What to do – Copy all lines containing the string "every" from the records below.

Dataset entries –
☆ ☆ ☆ ☆
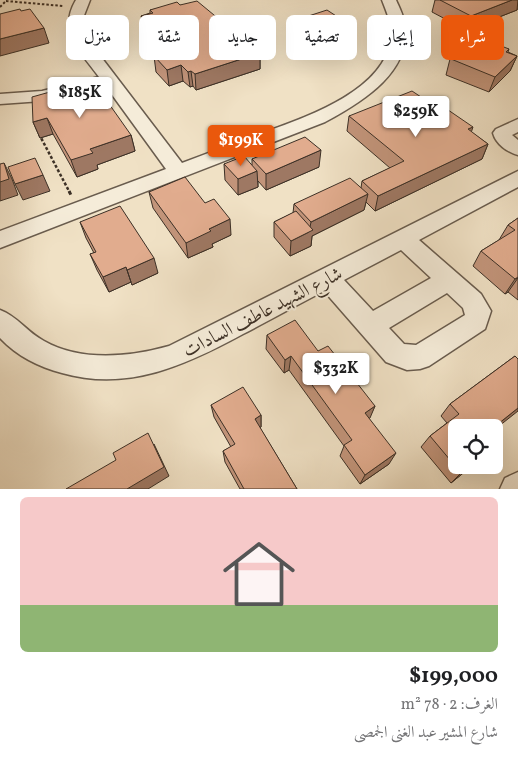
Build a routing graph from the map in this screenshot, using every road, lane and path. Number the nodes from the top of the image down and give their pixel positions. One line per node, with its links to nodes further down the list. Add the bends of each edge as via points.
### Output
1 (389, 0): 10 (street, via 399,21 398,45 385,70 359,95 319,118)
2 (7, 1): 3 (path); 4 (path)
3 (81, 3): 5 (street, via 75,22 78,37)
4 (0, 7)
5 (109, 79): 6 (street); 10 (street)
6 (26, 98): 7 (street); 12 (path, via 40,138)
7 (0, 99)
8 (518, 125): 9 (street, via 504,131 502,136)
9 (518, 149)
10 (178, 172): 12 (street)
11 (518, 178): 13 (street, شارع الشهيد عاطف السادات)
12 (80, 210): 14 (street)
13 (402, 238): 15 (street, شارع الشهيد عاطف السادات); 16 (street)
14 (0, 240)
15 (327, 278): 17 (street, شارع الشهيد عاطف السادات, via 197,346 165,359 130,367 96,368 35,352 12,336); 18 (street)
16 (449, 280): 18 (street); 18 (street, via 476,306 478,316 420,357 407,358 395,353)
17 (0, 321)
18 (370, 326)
☆ ☆ ☆ ☆
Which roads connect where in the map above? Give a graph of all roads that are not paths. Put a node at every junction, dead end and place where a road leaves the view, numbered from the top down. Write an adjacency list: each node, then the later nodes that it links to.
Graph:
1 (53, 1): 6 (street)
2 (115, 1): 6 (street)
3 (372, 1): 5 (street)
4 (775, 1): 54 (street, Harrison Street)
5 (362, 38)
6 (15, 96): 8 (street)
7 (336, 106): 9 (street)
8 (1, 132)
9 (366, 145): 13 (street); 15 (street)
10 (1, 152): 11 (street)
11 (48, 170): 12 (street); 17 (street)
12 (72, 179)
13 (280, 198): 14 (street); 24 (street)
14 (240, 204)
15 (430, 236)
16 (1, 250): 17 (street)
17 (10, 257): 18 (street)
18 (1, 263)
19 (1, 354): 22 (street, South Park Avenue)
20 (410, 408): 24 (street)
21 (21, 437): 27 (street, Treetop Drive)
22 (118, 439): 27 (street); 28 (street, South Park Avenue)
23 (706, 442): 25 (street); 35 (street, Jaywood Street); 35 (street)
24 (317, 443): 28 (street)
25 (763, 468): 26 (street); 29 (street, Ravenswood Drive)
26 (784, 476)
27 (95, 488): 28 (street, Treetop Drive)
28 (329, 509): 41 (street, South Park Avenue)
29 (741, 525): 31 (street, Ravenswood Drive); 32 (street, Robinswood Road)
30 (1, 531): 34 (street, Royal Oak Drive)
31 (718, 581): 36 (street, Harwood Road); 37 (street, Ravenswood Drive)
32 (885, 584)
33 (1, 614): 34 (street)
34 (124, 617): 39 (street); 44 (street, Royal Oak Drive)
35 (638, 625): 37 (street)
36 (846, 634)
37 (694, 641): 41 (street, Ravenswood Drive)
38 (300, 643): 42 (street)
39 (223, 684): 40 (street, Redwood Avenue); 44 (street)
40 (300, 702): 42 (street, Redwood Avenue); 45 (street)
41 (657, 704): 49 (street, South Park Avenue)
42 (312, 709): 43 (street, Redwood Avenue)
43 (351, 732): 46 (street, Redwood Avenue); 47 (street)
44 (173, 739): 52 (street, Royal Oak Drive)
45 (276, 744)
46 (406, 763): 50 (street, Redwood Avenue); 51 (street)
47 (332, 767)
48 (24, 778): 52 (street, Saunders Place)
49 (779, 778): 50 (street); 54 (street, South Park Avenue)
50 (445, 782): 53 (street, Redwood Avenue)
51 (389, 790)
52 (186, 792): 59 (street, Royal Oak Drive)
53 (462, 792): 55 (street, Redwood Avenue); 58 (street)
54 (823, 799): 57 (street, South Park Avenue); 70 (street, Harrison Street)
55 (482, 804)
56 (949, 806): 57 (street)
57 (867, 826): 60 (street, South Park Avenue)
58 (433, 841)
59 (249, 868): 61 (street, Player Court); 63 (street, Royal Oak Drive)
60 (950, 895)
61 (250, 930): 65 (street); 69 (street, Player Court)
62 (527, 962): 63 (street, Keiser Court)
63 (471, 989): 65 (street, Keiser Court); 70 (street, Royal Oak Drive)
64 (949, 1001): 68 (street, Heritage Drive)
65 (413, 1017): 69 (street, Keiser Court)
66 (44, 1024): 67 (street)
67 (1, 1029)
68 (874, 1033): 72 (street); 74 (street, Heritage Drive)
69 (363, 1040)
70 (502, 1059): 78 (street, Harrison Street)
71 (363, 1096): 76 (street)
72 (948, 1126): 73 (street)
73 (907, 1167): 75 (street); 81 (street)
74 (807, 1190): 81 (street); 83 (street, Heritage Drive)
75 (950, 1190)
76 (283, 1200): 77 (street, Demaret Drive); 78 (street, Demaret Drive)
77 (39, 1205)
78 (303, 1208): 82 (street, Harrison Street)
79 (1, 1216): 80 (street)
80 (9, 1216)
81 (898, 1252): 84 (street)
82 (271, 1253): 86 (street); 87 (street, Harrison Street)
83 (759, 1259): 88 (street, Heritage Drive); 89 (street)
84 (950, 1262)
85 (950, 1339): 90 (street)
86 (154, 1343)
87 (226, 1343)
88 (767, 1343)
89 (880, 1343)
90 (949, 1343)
☆ ☆ ☆ ☆
Solution –
Build a routing graph from the map in this screenshot, using every road, lane and path. Number the nodes from the top of the image down and give their pixel positions. One line per node, with its links to nodes further down the list. Add the bends of each edge as via points.
Which roads connect where in the map above? Give a graph of all roads that are not paths. Put a node at every junction, dead end and place where a road leaves the view, numbered from the top down. Write an adjacency list: each node, then the later nodes that it links to.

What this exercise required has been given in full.